Saved data entries
-=-=-=-=-

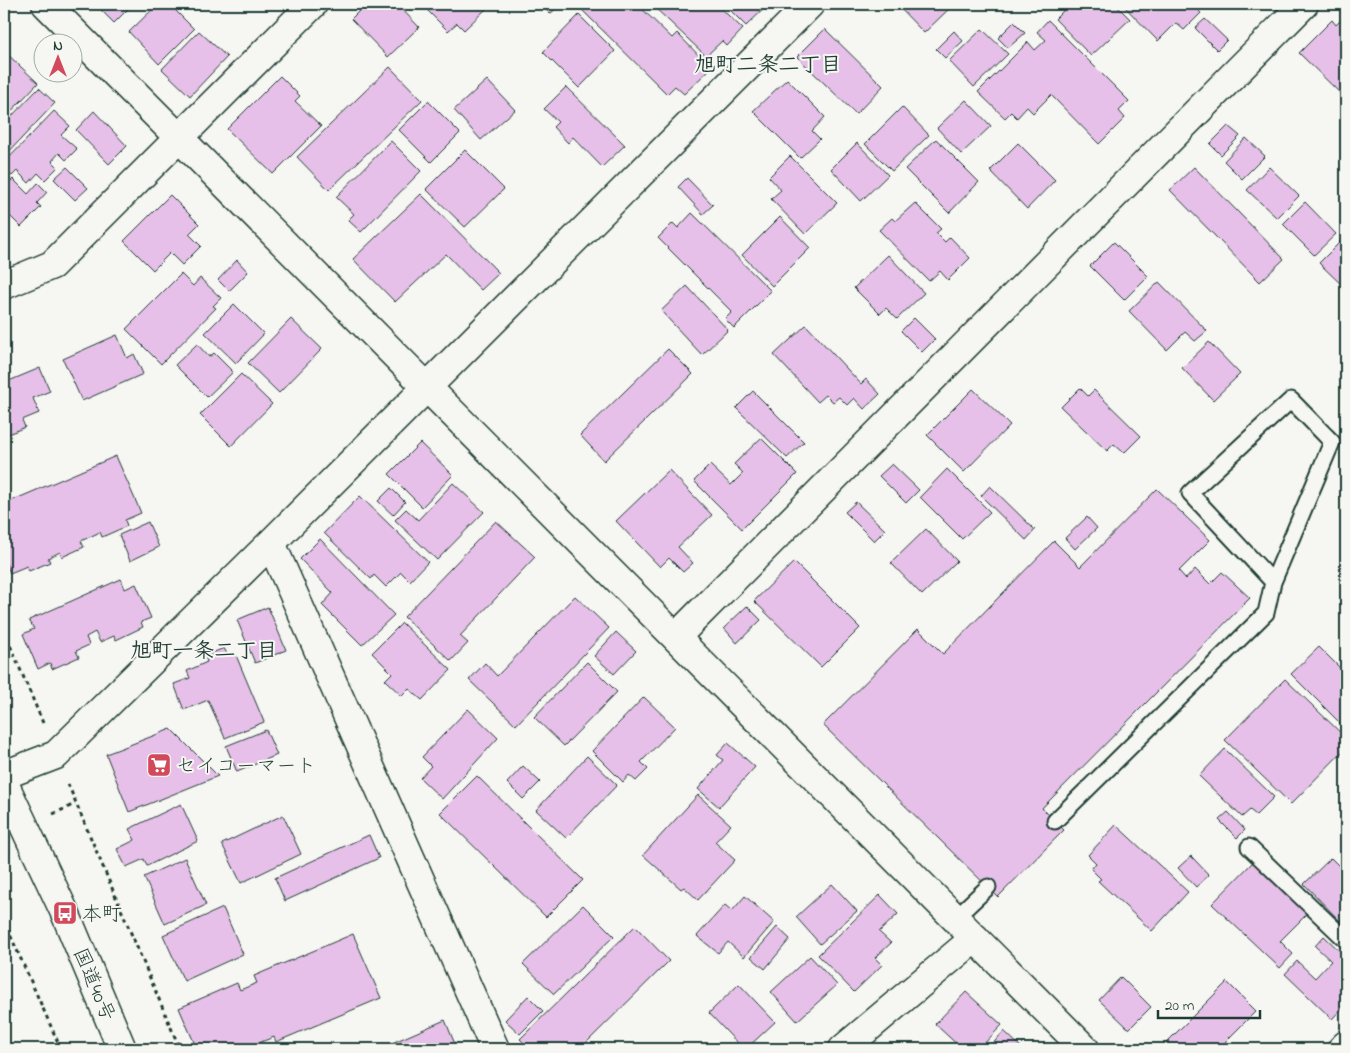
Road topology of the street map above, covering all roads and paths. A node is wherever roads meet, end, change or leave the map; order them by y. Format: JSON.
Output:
{"nodes":[{"id":1,"x":46,"y":4,"type":"edge"},
{"id":2,"x":313,"y":4,"type":"edge"},
{"id":3,"x":810,"y":4,"type":"edge"},
{"id":4,"x":1304,"y":4,"type":"edge"},
{"id":5,"x":180,"y":138,"type":"junction"},
{"id":6,"x":4,"y":285,"type":"edge"},
{"id":7,"x":427,"y":387,"type":"junction"},
{"id":8,"x":271,"y":543,"type":"junction"},
{"id":9,"x":1273,"y":582,"type":"junction"},
{"id":10,"x":4,"y":631,"type":"edge"},
{"id":11,"x":676,"y":637,"type":"junction"},
{"id":12,"x":56,"y":755,"type":"junction"},
{"id":13,"x":4,"y":776,"type":"edge"},
{"id":14,"x":4,"y":783,"type":"edge"},
{"id":15,"x":1054,"y":821,"type":"dead end"},
{"id":16,"x":1249,"y":848,"type":"dead end"},
{"id":17,"x":988,"y":886,"type":"dead end"},
{"id":18,"x":955,"y":918,"type":"junction"},
{"id":19,"x":4,"y":921,"type":"edge"},
{"id":20,"x":975,"y":938,"type":"junction"},
{"id":21,"x":1346,"y":940,"type":"edge"},
{"id":22,"x":1346,"y":1045,"type":"edge"},
{"id":23,"x":61,"y":1049,"type":"edge"},
{"id":24,"x":122,"y":1049,"type":"edge"},
{"id":25,"x":180,"y":1049,"type":"edge"},
{"id":26,"x":495,"y":1049,"type":"edge"},
{"id":27,"x":843,"y":1049,"type":"edge"},
{"id":28,"x":1085,"y":1049,"type":"edge"},
{"id":29,"x":1342,"y":1049,"type":"edge"}],
"edges":[{"from":1,"to":5,"type":"main road"},
{"from":2,"to":5,"type":"main road"},
{"from":3,"to":7,"type":"main road"},
{"from":4,"to":11,"type":"main road"},
{"from":5,"to":6,"type":"main road"},
{"from":5,"to":7,"type":"main road"},
{"from":7,"to":8,"type":"main road"},
{"from":7,"to":11,"type":"main road"},
{"from":8,"to":12,"type":"main road"},
{"from":8,"to":26,"type":"main road"},
{"from":9,"to":9,"type":"lane"},
{"from":9,"to":15,"type":"lane"},
{"from":10,"to":12,"type":"path"},
{"from":11,"to":18,"type":"main road"},
{"from":12,"to":13,"type":"main road"},
{"from":12,"to":25,"type":"path"},
{"from":14,"to":24,"type":"main road","name":"国道40号"},
{"from":16,"to":21,"type":"lane"},
{"from":17,"to":18,"type":"lane"},
{"from":18,"to":20,"type":"main road"},
{"from":19,"to":23,"type":"path"},
{"from":20,"to":27,"type":"main road"},
{"from":20,"to":28,"type":"main road"},
{"from":22,"to":29,"type":"main road"}]}
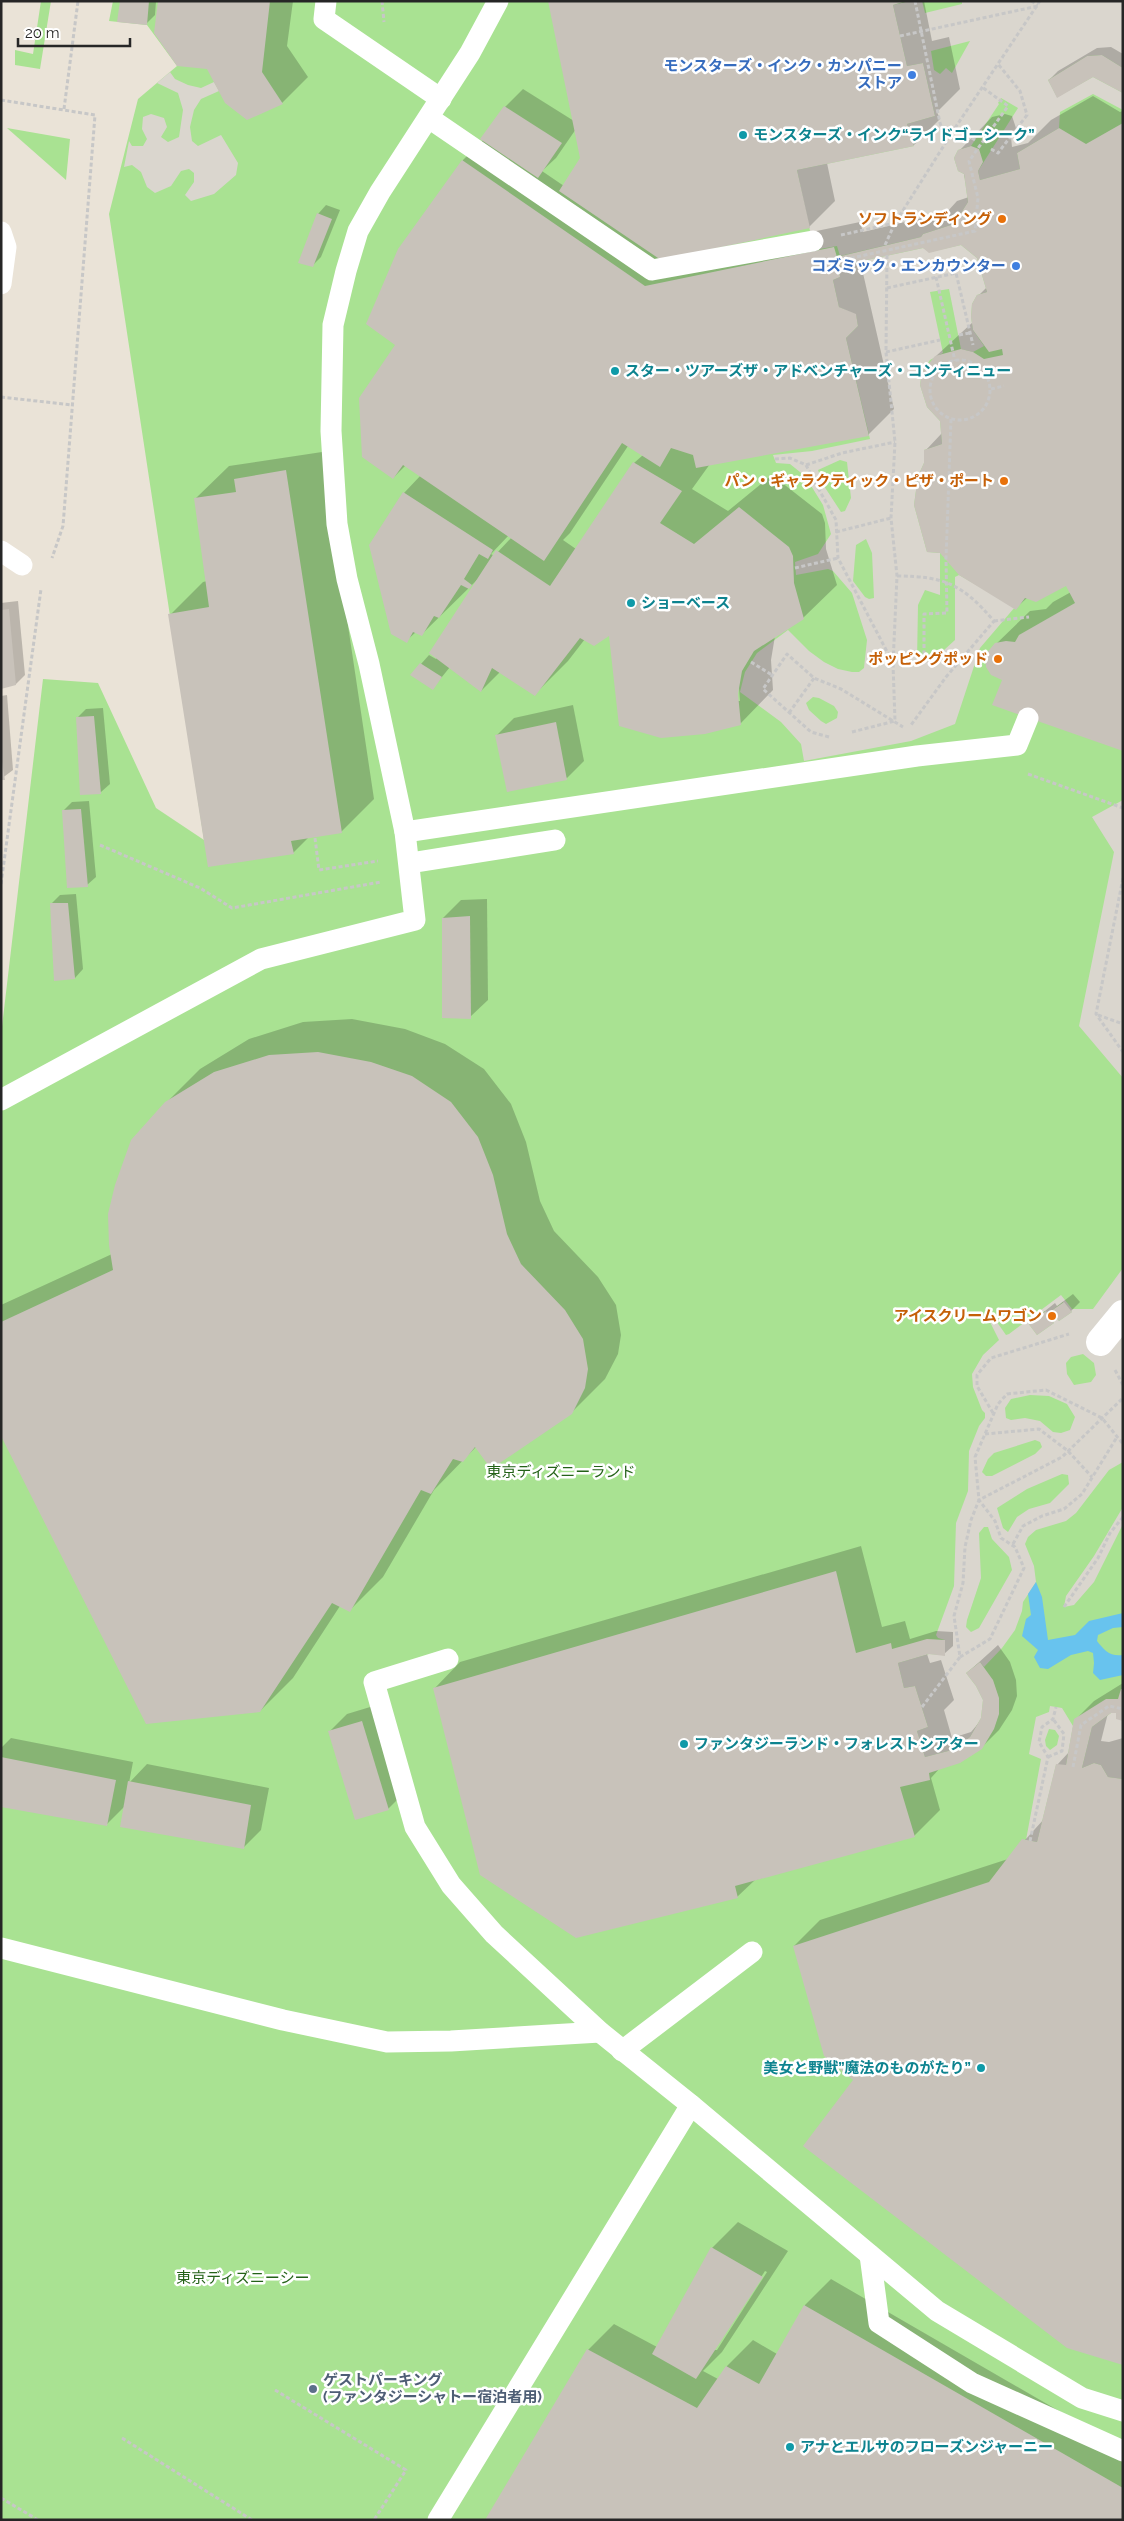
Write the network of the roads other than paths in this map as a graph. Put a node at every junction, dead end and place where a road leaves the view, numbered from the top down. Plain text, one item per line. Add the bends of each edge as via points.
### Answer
1 (326, 1) edge
2 (498, 1) edge
3 (441, 99) junction
4 (429, 118) junction
5 (1, 232) edge
6 (813, 241) road end
7 (1, 284) edge
8 (1, 551) edge
9 (22, 565) dead end
10 (1028, 718) dead end
11 (406, 832) junction
12 (555, 840) dead end
13 (409, 859) junction
14 (1, 1100) edge
15 (1123, 1314) edge
16 (1100, 1342) road end
17 (448, 1659) dead end
18 (1, 1948) edge
19 (752, 1952) dead end
20 (600, 2032) junction
21 (622, 2051) junction
22 (691, 2105) junction
23 (870, 2255) junction
24 (1123, 2412) edge
25 (1123, 2451) edge
26 (438, 2520) edge

1 - 3 lane via 324,19
2 - 3 lane
3 - 4 lane
4 - 6 lane via 652,270
4 - 11 lane via 358,231 333,325 331,431 338,524 347,579
5 - 7 lane via 6,247
8 - 9 lane
10 - 11 lane via 1017,745 917,756
11 - 13 lane
12 - 13 lane
13 - 14 lane via 415,920 262,959
15 - 16 street
17 - 20 lane via 374,1682 415,1827 451,1884 494,1934
18 - 20 lane via 283,2020 387,2042
19 - 21 lane
20 - 21 lane
21 - 22 lane
22 - 23 lane
22 - 26 lane
23 - 24 lane via 937,2311 1082,2398
23 - 25 lane via 879,2323 972,2383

-=-=-=-=-

INSTRUCTIONS FOR THE TASK
Could you please write out the entries exactly as they are, with every picture left out?

TASK RESPONSE
Road topology of the street map above, covering all roads and paths. A node is wherever roads meet, end, change or leave the map; order them by y. Format: JSON.
Output:
{"nodes":[{"id":1,"x":46,"y":4,"type":"edge"},
{"id":2,"x":313,"y":4,"type":"edge"},
{"id":3,"x":810,"y":4,"type":"edge"},
{"id":4,"x":1304,"y":4,"type":"edge"},
{"id":5,"x":180,"y":138,"type":"junction"},
{"id":6,"x":4,"y":285,"type":"edge"},
{"id":7,"x":427,"y":387,"type":"junction"},
{"id":8,"x":271,"y":543,"type":"junction"},
{"id":9,"x":1273,"y":582,"type":"junction"},
{"id":10,"x":4,"y":631,"type":"edge"},
{"id":11,"x":676,"y":637,"type":"junction"},
{"id":12,"x":56,"y":755,"type":"junction"},
{"id":13,"x":4,"y":776,"type":"edge"},
{"id":14,"x":4,"y":783,"type":"edge"},
{"id":15,"x":1054,"y":821,"type":"dead end"},
{"id":16,"x":1249,"y":848,"type":"dead end"},
{"id":17,"x":988,"y":886,"type":"dead end"},
{"id":18,"x":955,"y":918,"type":"junction"},
{"id":19,"x":4,"y":921,"type":"edge"},
{"id":20,"x":975,"y":938,"type":"junction"},
{"id":21,"x":1346,"y":940,"type":"edge"},
{"id":22,"x":1346,"y":1045,"type":"edge"},
{"id":23,"x":61,"y":1049,"type":"edge"},
{"id":24,"x":122,"y":1049,"type":"edge"},
{"id":25,"x":180,"y":1049,"type":"edge"},
{"id":26,"x":495,"y":1049,"type":"edge"},
{"id":27,"x":843,"y":1049,"type":"edge"},
{"id":28,"x":1085,"y":1049,"type":"edge"},
{"id":29,"x":1342,"y":1049,"type":"edge"}],
"edges":[{"from":1,"to":5,"type":"main road"},
{"from":2,"to":5,"type":"main road"},
{"from":3,"to":7,"type":"main road"},
{"from":4,"to":11,"type":"main road"},
{"from":5,"to":6,"type":"main road"},
{"from":5,"to":7,"type":"main road"},
{"from":7,"to":8,"type":"main road"},
{"from":7,"to":11,"type":"main road"},
{"from":8,"to":12,"type":"main road"},
{"from":8,"to":26,"type":"main road"},
{"from":9,"to":9,"type":"lane"},
{"from":9,"to":15,"type":"lane"},
{"from":10,"to":12,"type":"path"},
{"from":11,"to":18,"type":"main road"},
{"from":12,"to":13,"type":"main road"},
{"from":12,"to":25,"type":"path"},
{"from":14,"to":24,"type":"main road","name":"国道40号"},
{"from":16,"to":21,"type":"lane"},
{"from":17,"to":18,"type":"lane"},
{"from":18,"to":20,"type":"main road"},
{"from":19,"to":23,"type":"path"},
{"from":20,"to":27,"type":"main road"},
{"from":20,"to":28,"type":"main road"},
{"from":22,"to":29,"type":"main road"}]}
Write the network of the roads other than paths in this map as a graph. Put a node at every junction, dead end and place where a road leaves the view, numbered from the top down. Plain text, one item per line. Add the bends of each edge as via points.
### Answer
1 (326, 1) edge
2 (498, 1) edge
3 (441, 99) junction
4 (429, 118) junction
5 (1, 232) edge
6 (813, 241) road end
7 (1, 284) edge
8 (1, 551) edge
9 (22, 565) dead end
10 (1028, 718) dead end
11 (406, 832) junction
12 (555, 840) dead end
13 (409, 859) junction
14 (1, 1100) edge
15 (1123, 1314) edge
16 (1100, 1342) road end
17 (448, 1659) dead end
18 (1, 1948) edge
19 (752, 1952) dead end
20 (600, 2032) junction
21 (622, 2051) junction
22 (691, 2105) junction
23 (870, 2255) junction
24 (1123, 2412) edge
25 (1123, 2451) edge
26 (438, 2520) edge

1 - 3 lane via 324,19
2 - 3 lane
3 - 4 lane
4 - 6 lane via 652,270
4 - 11 lane via 358,231 333,325 331,431 338,524 347,579
5 - 7 lane via 6,247
8 - 9 lane
10 - 11 lane via 1017,745 917,756
11 - 13 lane
12 - 13 lane
13 - 14 lane via 415,920 262,959
15 - 16 street
17 - 20 lane via 374,1682 415,1827 451,1884 494,1934
18 - 20 lane via 283,2020 387,2042
19 - 21 lane
20 - 21 lane
21 - 22 lane
22 - 23 lane
22 - 26 lane
23 - 24 lane via 937,2311 1082,2398
23 - 25 lane via 879,2323 972,2383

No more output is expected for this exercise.